Qu’a-t-elle vu sur cette vidéo?, lui demande un avocat des parties civiles. «Une intervention qui laisse un goût d’inachevé, non-professionnelle, mais au moment où on la regarde, il n’y a pas de quoi considérer que les policiers aient outrepassé leurs droits et commis des violences illégitimes. Encore une fois, s’il s’agit de policiers», insiste Marie-France Monéger, aujourd’hui retraitée.

Il n’y aura ensuite plus aucun signalement à l’IGPN jusqu’au 18 juillet. Pourtant, de nombreuses personnes étaient informées «dès le 2 mai» de l’intervention d’Alexandre Benalla, au sein de la préfecture de police et au cabinet de l’Élysée: cela n’aurait-il pas mérité un signalement?, demande la présidente.

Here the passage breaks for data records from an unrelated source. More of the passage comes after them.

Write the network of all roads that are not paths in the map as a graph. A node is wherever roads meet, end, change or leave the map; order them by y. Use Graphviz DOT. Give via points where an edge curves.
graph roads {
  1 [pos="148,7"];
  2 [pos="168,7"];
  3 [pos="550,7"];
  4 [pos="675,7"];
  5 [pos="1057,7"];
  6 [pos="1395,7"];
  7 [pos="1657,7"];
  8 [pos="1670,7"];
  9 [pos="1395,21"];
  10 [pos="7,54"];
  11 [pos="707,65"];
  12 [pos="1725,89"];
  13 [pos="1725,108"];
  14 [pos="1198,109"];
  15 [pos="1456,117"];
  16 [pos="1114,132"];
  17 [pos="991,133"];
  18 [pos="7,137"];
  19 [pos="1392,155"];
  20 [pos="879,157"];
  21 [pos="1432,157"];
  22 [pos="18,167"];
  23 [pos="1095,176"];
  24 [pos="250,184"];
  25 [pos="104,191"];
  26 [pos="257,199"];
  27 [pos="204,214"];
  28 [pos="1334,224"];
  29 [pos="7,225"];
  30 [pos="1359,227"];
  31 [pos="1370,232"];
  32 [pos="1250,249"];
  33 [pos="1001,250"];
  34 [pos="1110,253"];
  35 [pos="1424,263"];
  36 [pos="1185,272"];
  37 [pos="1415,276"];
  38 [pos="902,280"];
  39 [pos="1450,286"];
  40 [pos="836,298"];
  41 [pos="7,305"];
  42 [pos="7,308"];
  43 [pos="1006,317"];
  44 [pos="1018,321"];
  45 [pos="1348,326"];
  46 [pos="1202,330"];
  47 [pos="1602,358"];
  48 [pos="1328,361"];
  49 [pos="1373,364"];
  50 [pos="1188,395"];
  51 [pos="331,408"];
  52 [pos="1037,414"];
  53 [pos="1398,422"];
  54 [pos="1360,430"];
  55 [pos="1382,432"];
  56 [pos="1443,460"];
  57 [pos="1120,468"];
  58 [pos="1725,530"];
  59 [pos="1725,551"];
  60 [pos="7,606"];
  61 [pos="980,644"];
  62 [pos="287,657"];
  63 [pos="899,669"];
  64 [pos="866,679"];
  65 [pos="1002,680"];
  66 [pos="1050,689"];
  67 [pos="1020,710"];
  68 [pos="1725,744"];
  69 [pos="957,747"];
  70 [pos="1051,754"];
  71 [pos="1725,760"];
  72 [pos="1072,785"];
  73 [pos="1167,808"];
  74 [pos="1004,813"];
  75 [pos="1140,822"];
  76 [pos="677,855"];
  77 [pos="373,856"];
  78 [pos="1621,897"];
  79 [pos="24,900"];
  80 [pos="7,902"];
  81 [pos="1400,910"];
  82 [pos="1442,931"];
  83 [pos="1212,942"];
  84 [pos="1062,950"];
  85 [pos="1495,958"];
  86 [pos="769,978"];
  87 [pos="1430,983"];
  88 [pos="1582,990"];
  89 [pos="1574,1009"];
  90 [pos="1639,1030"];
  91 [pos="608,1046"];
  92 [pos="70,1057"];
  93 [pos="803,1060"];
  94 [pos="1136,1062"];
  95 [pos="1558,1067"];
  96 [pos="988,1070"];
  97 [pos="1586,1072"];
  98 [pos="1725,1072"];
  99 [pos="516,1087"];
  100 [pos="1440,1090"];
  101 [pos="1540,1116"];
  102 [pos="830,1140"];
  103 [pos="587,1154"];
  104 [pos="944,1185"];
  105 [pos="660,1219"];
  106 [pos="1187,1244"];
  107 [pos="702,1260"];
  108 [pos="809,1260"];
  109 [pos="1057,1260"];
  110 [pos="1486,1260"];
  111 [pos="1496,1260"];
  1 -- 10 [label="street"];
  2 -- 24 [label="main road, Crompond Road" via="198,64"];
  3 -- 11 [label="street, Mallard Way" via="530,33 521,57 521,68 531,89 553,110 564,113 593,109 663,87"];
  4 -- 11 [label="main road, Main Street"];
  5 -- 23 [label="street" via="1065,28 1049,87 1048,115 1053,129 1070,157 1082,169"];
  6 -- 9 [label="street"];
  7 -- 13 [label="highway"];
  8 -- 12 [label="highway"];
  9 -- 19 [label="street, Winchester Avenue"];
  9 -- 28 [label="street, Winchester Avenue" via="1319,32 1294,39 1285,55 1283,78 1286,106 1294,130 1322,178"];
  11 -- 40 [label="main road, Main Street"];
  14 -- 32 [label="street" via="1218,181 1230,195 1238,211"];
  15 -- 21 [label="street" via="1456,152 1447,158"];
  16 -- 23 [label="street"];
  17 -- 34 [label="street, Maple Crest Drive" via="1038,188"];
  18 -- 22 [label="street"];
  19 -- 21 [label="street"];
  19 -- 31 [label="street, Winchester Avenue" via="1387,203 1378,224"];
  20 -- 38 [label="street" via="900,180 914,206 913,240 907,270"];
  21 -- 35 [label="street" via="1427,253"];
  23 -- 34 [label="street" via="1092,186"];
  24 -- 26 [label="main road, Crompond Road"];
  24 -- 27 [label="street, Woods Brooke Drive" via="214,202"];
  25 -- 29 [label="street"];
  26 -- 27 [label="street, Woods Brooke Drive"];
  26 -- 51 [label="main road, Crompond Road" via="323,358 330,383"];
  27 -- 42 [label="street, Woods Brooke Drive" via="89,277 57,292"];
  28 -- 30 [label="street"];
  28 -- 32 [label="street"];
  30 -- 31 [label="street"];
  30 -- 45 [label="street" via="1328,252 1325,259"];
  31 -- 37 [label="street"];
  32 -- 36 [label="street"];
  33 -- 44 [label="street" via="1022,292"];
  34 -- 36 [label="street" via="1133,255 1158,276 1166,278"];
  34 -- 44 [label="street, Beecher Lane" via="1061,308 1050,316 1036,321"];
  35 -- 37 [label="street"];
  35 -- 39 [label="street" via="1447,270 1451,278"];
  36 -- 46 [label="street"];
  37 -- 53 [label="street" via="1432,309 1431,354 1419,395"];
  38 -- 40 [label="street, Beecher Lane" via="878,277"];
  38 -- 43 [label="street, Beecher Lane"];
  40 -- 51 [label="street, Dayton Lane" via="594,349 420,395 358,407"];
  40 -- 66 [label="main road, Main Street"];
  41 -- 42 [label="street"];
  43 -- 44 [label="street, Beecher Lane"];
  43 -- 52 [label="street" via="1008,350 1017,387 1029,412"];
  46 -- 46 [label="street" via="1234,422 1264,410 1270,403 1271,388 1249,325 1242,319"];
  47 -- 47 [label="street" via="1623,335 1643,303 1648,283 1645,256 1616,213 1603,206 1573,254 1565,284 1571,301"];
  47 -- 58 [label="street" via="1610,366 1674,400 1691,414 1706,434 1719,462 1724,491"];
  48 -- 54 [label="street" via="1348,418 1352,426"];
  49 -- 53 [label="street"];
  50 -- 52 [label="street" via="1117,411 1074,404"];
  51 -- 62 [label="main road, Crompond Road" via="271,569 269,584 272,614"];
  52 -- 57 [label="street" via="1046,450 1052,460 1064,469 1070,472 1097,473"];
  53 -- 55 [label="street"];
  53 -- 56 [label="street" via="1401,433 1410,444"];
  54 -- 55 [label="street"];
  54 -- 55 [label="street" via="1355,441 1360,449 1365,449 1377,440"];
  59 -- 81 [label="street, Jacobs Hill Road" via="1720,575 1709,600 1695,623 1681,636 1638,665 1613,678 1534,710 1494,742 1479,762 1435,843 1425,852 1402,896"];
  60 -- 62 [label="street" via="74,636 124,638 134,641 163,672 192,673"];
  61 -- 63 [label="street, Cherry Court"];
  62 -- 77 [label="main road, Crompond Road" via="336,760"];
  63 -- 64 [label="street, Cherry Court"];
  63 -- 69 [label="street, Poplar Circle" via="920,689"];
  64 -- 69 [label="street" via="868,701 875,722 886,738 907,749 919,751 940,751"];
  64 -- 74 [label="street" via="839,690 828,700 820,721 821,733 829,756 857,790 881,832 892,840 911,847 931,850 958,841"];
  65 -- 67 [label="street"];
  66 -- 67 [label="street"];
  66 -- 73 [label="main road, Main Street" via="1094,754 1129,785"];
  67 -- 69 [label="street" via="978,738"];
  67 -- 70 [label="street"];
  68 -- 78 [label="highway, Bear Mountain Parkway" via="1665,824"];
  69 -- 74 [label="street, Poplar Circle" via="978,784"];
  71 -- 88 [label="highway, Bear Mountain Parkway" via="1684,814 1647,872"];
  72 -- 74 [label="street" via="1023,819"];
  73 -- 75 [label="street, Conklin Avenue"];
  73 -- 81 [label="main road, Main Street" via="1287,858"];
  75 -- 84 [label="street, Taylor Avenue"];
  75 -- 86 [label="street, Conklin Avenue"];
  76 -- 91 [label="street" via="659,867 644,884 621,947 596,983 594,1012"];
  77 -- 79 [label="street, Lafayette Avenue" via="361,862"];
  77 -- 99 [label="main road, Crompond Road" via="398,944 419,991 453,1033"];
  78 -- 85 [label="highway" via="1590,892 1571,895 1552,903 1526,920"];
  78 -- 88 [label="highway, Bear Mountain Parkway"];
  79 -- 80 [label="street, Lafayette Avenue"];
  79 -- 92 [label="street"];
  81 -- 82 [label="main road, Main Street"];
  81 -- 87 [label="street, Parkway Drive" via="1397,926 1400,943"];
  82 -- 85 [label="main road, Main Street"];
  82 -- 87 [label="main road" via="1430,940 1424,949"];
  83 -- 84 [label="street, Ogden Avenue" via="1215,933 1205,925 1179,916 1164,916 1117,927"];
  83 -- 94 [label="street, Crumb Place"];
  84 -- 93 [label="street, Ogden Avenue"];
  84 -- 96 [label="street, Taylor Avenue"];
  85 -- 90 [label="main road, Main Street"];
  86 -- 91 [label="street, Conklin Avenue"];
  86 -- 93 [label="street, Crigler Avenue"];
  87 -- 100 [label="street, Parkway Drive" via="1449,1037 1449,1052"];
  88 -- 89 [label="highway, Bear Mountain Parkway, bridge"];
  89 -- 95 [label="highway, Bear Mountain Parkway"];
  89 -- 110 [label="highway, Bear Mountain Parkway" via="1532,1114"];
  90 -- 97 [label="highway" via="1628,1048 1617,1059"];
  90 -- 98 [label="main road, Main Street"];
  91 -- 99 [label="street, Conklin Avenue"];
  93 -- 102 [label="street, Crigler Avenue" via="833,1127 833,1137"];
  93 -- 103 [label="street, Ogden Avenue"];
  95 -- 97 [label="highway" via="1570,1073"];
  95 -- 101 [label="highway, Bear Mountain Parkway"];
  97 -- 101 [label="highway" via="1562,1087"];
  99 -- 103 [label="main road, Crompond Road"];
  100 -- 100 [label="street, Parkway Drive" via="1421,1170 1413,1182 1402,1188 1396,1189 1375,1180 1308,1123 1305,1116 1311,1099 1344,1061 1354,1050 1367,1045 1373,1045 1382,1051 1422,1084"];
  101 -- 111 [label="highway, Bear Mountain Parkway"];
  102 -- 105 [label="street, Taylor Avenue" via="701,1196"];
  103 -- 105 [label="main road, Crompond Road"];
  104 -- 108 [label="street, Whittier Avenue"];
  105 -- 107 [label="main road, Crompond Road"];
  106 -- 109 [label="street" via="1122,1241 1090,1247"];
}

«Il est évident qu’il aurait été probablement plus utile d’être informé avant. Il y a dans ce dossier à la fois des infractions et des manquements», répond Marie-France Monéger, qui ajoute que «la saisine de l’IGPN semblait logique».

«Il n’était nul besoin que d’autres s’en mêlent»

L’avocate d’Alexandre Benalla la questionne aussi sur cette «absence massive d’article 40» – la disposition du Code de procédure pénale imposant à une autorité ayant connaissance d’un crime ou d’un délit de le signaler à la justice.

L’ancienne commissaire choisit soigneusement ses mots. «Dans ma pratique professionnelle, j’ai toujours préféré utiliser plus l’article 40 que moins, dit-elle. Après, la manière dont ça a été perçu par cette liste de personnes… je peux difficilement parler pour elles. De mon point de vue, et seulement de mon point de vue, l’usage de la force était illégitime.»

«De quel texte de loi vous tirez ce constat aussi affirmatif?» se pique Me Jacqueline Laffont, dont la défense est assise sur l’article 73 du code de procédure pénal, qui autorise dans certaines conditions un citoyen à appréhender l’auteur d’une infraction flagrante.

«D’abord, sur celui que les services de sécurité ont le monopole de l’utilisation de la force», répond la témoin. Elle ajoute: l’article 73 «ne s’applique pas lorsqu’il y a déjà des policiers sur place» et, le 1er mai 2018, «ils étaient en nombre suffisant. Il n’était nul besoin que d’autres s’en mêlent, si vous permettez l’expression». «C’est la vision du parquet», constate l’avocate.

Les réquisitions sont attendues jeudi soir ou vendredi matin.